Caroline Black

Personal information
- Nationality: British (Northern Irish)
- Born: 4 March 1994 (age 32) Lisburn, Northern Ireland

Sport
- Sport: Badminton
- Club: Alpha Club, Lisburn

Women's
- Highest ranking: 831 (WS) 6 Sep 2012 100 (WD) 3 Jul 2014 234 (XD)5 Dec 2013
- BWF profile

Medal record
Representing Northern Ireland
Irish Nationals
| Gold medal – first place | 2014 | women's doubles |

= Caroline Black (badminton) =

Irish badminton player (born 1994)

Caroline Black (born 4 March 1994) is a female former badminton player who represented Northern Ireland at two Commonwealth Games.

== Biography ==
In 2012, she became the runner-up of the Irish Future Series tournament in the mixed doubles event with her partner Stuart Lightbody.

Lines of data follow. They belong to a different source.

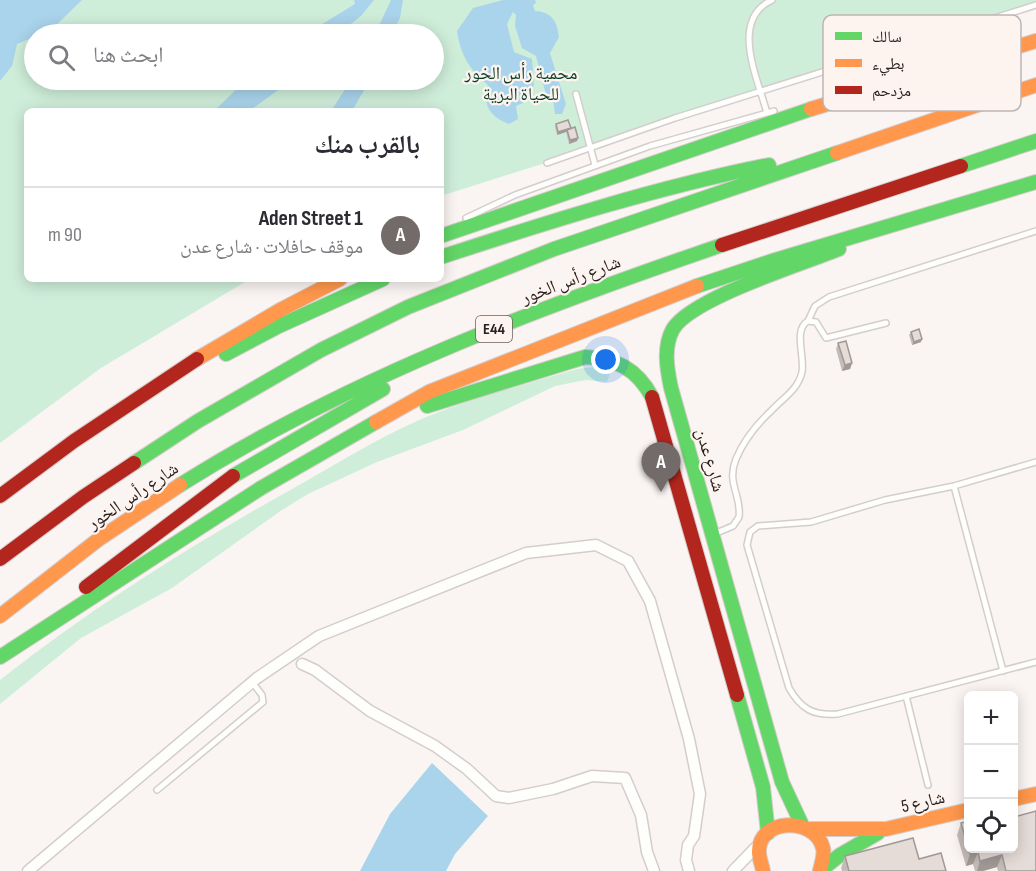 <!DOCTYPE html>
<html lang="ar">
<head>
<meta charset="utf-8">
<style>
	body { margin:0; font-family:"Sofia Sans Condensed","Noto Naskh Arabic",sans-serif; background:#f7f7f7; color:#2b2b33; direction:rtl }
	.controls { position:absolute; right:18px; bottom:18px; display:grid; overflow:hidden; border-radius:9px; box-shadow:0 3px 15px #0003 }
	.controls button { width:54px; height:54px; display:grid; place-items:center; padding:0; border:0; border-bottom:2px solid #e1e1e2; background:#fff; color:#2b2b33; font:30px sans-serif }
	.you { position:absolute; left:606px; top:360px; width:21px; height:21px; margin:-15px; border:4px solid #fff; border-radius:50%; background:#1a73e8; box-shadow:0 0 0 9px #1a73e833 }
	.badge { display:grid; place-items:center; width:39px; height:39px; border-radius:50%; background:#726b69; color:#fff; font-size:20px; font-weight:700 }
	.pin { position:absolute; translate:-50% -50px; filter:drop-shadow(0 2px 3px #0008) }
	.pin::after { content:''; position:absolute; top:32px; width:21px; height:18px; background:inherit; clip-path:polygon(0 0,100% 0,50% 100%) }
	.list { margin:0; padding:0; list-style:none }
	h2 { display:flex; justify-content:space-between; align-items:center; height:78px; margin:0; padding:0 24px; font-size:26px }
	h2 small { font-size:20px; font-weight:400; color:#7c7c81 }
	.list li { display:grid; grid-template-columns:39px 1fr auto; gap:18px; align-items:center; box-sizing:border-box; height:96px; padding:0 24px; border-top:2px solid #e1e1e2 }
	.list b { display:block; font-size:22px; white-space:nowrap }
	.list p { margin:0; font-size:20px; white-space:nowrap; color:#7c7c81 }
	.list em { font-size:20px; font-style:normal; color:#7c7c81 }
	.icon { flex:none; width:33px; height:33px; fill:none; stroke:currentColor; stroke-width:2; stroke-linecap:round; stroke-linejoin:round }
	.map { position:relative; flex:none; width:1036px; height:871px; overflow:hidden; direction:ltr }
	.search { position:absolute; background:#fff; box-shadow:0 3px 15px #0003; left:24px; top:24px; width:420px; height:66px; display:flex; align-items:center; gap:15px; box-sizing:border-box; padding:0 21px; border-radius:33px; color:#7c7c81; font-size:22px }
	.panel { position:absolute; background:#fff; box-shadow:0 3px 15px #0003; left:24px; top:108px; width:420px; height:174px; border-radius:9px; direction:rtl }
	.map>svg:first-child { display:block }
	.green { fill:#cfeeda; fill-rule:evenodd }
	.water { fill:#aad4ec }
	.lines { fill:none; stroke-linecap:round; stroke-linejoin:round }
	.lane-casing { stroke:#d4cdcb; stroke-width:8 }
	.street-casing { stroke:#d4cdcb; stroke-width:13 }
	.fast-casing { stroke:#d4cdcb; stroke-width:16 }
	.slow-casing { stroke:#d4cdcb; stroke-width:16 }
	.jam-casing { stroke:#d4cdcb; stroke-width:16 }
	.lane { stroke:#fefefd; stroke-width:5 }
	.street { stroke:#fefefd; stroke-width:10 }
	.fast { stroke:#63d668; stroke-width:14 }
	.slow { stroke:#ff974d; stroke-width:14 }
	.jam { stroke:#b3261e; stroke-width:14 }
	.wall { fill:#c5bcb9 }
	.shaded-wall { fill:#a09996 }
	.building { fill:#e5dbd7; stroke:#a09996; stroke-width:1.5 }
	.labels { text-anchor:middle; dominant-baseline:central; stroke-width:4.5; stroke-linejoin:round; paint-order:stroke }
	.shield { fill:#fdf4f0; stroke:#69605d; stroke-width:1.5 }
	.shield-label { font-size:16px; font-weight:bold; fill:#29211e }
	.park-label { font-size:18px; fill:#0a3d26; stroke:#fdf4f0 }
	.street-label { font-size:18px; fill:#29211e; stroke:#fdf4f0 }
	.key { fill:#fdf4f0; stroke:#bdb5b1; stroke-width:1.5 }
	.key-label { font-size:16px; fill:#29211e }
</style>
</head>
<body>
<div class="map">
<svg width="1036" height="871" viewBox="0 0 1036 871">
	<rect width="100%" height="100%" fill="#faf5f3"/>
	<!-- green -->
	<path class="green" d="M 0,0 L 1036,0 L 1036,7 L 441,196 L 441,111 L 27,111 L 27,279 L 250,279 L 101,368 L 0,443 ZM 34,34 L 434,34 L 434,80 L 34,80 Z
		M 594,367 L 611,370 L 607,382 L 586,380 L 555,386 L 463,430 L 377,462 L 308,494 L 282,510 L 172,588 L 81,638 L 0,704 L 0,680 C 94,606 196,542 301,484 C 339,462 377,439 417,421 C 468,399 524,385 577,369 Z"/>
	<!-- water -->
	<path class="water" d="M 0,0 L 82,0 L 50,31 L 34,34 L 34,37 L 17,44 L 12,66 L 0,81 Z
		M 354,0 L 374,0 L 361,16 L 338,34 L 306,34 L 355,4 Z
		M 391,0 L 403,0 L 400,18 L 392,34 L 375,34 Z
		M 503,0 L 535,0 L 536,3 L 533,5 L 535,11 C 552,12 557,21 559,37 L 550,53 L 566,104 L 562,114 L 555,114 L 553,99 L 546,95 L 536,56 L 522,48 L 515,26 L 516,15 L 513,12 L 507,24 L 514,52 L 532,59 L 534,86 L 524,92 L 523,103 L 516,106 L 518,119 L 509,124 C 490,117 482,105 488,85 C 470,71 460,54 457,31 L 473,8 Z
		M 246,80 L 292,80 L 249,111 L 214,111 Z
		M 351,80 L 370,80 L 352,111 L 331,111 Z
		M 432,763 L 488,816 L 455,854 L 446,871 L 360,871 L 390,814 Z"/>
	<g class="lines">
		<defs>
			<path id="lane" d="M 576,94 L 595,165
				M 767,113 C 758,79 729,20 772,0
				M 547,163 L 675,118 L 1036,5
				M 466,218 L 515,195 L 650,146 L 774,111
				M 808,321 L 815,306 L 829,297 L 1036,231
				M 1036,462 L 954,486 L 885,500 L 811,522 L 758,526 L 750,532 L 747,545 L 789,688 C 801,709 813,716 838,714 L 1036,662
				M 954,486 L 1003,671
				M 714,534 L 733,526 L 739,517 C 742,496 726,483 736,459 C 743,442 757,424 771,411 C 783,398 798,390 802,372 C 805,357 793,329 808,321 L 816,322 L 826,338 L 886,323
				M 906,696 L 928,785
				M 157,790 L 263,702 L 262,695 L 252,682"/>
			<path id="street" d="M 302,664 L 315,670 L 370,711 L 435,746 L 467,769 L 496,796 L 509,798 L 553,789 L 592,776 L 625,778 L 641,815 L 647,852 L 654,871
				M 28,871 L 257,678 L 319,636 L 526,553 L 596,545 L 628,561 L 650,601 L 689,739 L 700,794 L 694,836 L 688,845 L 686,860 L 689,871
				M 733,871 L 760,843"/>
			<path id="fast" d="M 961,166 L 1036,141
				M 441,236 L 811,109
				M 441,257 C 548,222 658,187 769,165
				M 697,286 L 772,261 L 1036,182
				M 226,354 L 279,326 L 383,279
				M 427,406 L 585,357 C 616,358 637,369 652,397
				M 134,463 L 198,421 L 321,350 L 408,307 L 554,249 L 837,153
				M 233,476 L 383,389
				M 180,485 C 348,379 535,309 722,245
				M 0,657 L 261,488 L 376,422
				M 737,695 L 763,787 L 768,833
				M 802,825 L 782,782 L 671,388 C 667,369 663,347 673,329 C 692,298 802,264 839,249
				M 820,871 L 840,855 L 878,833"/>
			<path id="slow" d="M 811,109 L 1036,41
				M 837,153 L 1036,85
				M 197,359 L 282,309 L 340,279
				M 376,422 L 429,392 L 697,286
				M 0,616 L 99,539 L 180,485
				M 1014,799 L 1036,794
				M 811,829 L 886,829 L 968,810
				M 763,871 C 762,865 759,858 759,852 C 758,818 815,816 823,848 C 825,855 821,864 820,871"/>
			<path id="jam" d="M 722,245 L 961,166
				M 652,397 L 737,695
				M 0,496 L 74,441 L 197,359
				M 0,559 L 83,497 L 134,463
				M 86,587 L 233,476"/>
		</defs>
		<!-- lane casing -->
		<use href="#lane" class="lane-casing"/>
		<!-- street casing -->
		<use href="#street" class="street-casing"/>
		<!-- fast casing -->
		<use href="#fast" class="fast-casing"/>
		<!-- slow casing -->
		<use href="#slow" class="slow-casing"/>
		<!-- jam casing -->
		<use href="#jam" class="jam-casing"/>
		<!-- lane -->
		<use href="#lane" class="lane"/>
		<!-- street -->
		<use href="#street" class="street"/>
		<!-- fast -->
		<use href="#fast" class="fast"/>
		<!-- slow -->
		<use href="#slow" class="slow"/>
		<!-- jam -->
		<use href="#jam" class="jam"/>
	</g>
	<!-- wall -->
	<path class="wall" d="M 556,124 L 571,128 L 578,138 L 577,141 L 569,144 L 566,132 L 557,135 L 555,127 Z
		M 911,332 L 921,342 L 912,345 L 909,335 Z
		M 838,343 L 852,363 L 850,369 L 842,371 L 836,349 Z
		M 1036,811 L 1036,871 L 998,871 L 997,867 L 983,871 L 975,871 L 973,864 L 966,866 L 957,835 L 961,823 L 969,849 Z
		M 845,856 L 919,859 L 946,871 L 842,871 L 841,868 Z"/>
	<!-- shaded-wall -->
	<path class="shaded-wall" d="M 567,130 L 566,132 L 557,135 L 558,132 Z
		M 578,138 L 577,141 L 569,144 L 570,140 Z
		M 922,339 L 921,342 L 912,345 L 914,342 Z
		M 852,363 L 850,369 L 842,371 L 845,365 Z
		M 978,852 L 973,864 L 966,866 L 970,854 Z
		M 1002,855 L 997,867 L 983,871 L 977,871 L 980,861 Z"/>
	<!-- building -->
	<path class="building" d="M 568,120 L 571,128 L 558,132 L 556,124 Z
		M 575,127 L 578,138 L 570,140 L 567,130 Z
		M 919,329 L 922,339 L 914,342 L 911,332 Z
		M 846,341 L 852,363 L 845,365 L 838,343 Z
		M 1036,811 L 1036,871 L 1006,871 L 1002,855 L 980,861 L 978,852 L 970,854 L 961,823 L 969,821 L 969,849 L 1014,849 L 1014,817 Z
		M 913,838 L 919,859 L 941,853 L 946,871 L 849,871 L 845,856 Z"/>
	<g class="labels">
		<!-- shield labels -->
		<rect class="shield" x="476" y="316" width="36" height="26" rx="4.5"/>
		<g class="shield-label">
			<text x="494" y="329">E44</text>
		</g>
		<!-- park labels -->
		<g class="park-label">
			<text x="521" y="73">محمية رأس الخور<tspan x="521" dy="21">للحياة البرية</tspan></text>
		</g>
		<!-- street labels -->
		<g class="street-label">
			<text transform="translate(571 280) rotate(-21)">شارع رأس الخور</text>
			<text transform="translate(710 460) rotate(74)">شارع عدن</text>
			<text transform="translate(133 496) rotate(-34)">شارع رأس الخور</text>
			<text transform="translate(923 802) rotate(-13)">شارع 5</text>
		</g>
	</g>
	<!-- legend -->
	<rect x="823" y="15" width="198" height="96" rx="9" class="key"/>
	<rect x="835" y="32" width="27" height="8" fill="#63d668"/>
	<rect x="835" y="59" width="27" height="8" fill="#ff974d"/>
	<rect x="835" y="86" width="27" height="8" fill="#b3261e"/>
	<g class="key-label">
		<text x="872" y="42">سالك</text>
		<text x="872" y="69">بطيء</text>
		<text x="872" y="96">مزدحم</text>
	</g>
</svg>
<div class="controls">
<button>+</button>
<button>−</button>
<button><svg class="icon" aria-label="locate" viewBox="0 0 24 24"><circle cx="12" cy="12" r="6"/><path d="M12 2v4M12 18v4M2 12h4M18 12h4"/></svg></button>
</div>
<div class="you"></div>
<div class="pin badge" style="left:661px;top:492px">A</div>
<div class="search"><svg class="icon" aria-label="search" viewBox="0 0 24 24"><circle cx="10" cy="10" r="6"/><path d="M15 15l6 6"/></svg>ابحث هنا</div>
<section class="panel">
<h2>بالقرب منك<small></small></h2>
<ul class="list">
<li><span class="badge">A</span><div><b>Aden Street 1</b><p>موقف حافلات · شارع عدن</p></div><em>90 m</em></li>
</ul>
</section>
</div>
</body>
</html>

In September 2010, Black was a late replacement for Emma Callow as part of the Northern Irish 2010 team at the 2010 Commonwealth Games in Delhi, India.

In 2014, she competed at the Commonwealth Games in Glasgow, Scotland representing Northern Ireland. Also in 2014, she won the Irish women's doubles title at the Irish National Badminton Championships, partnering Sinead Chambers.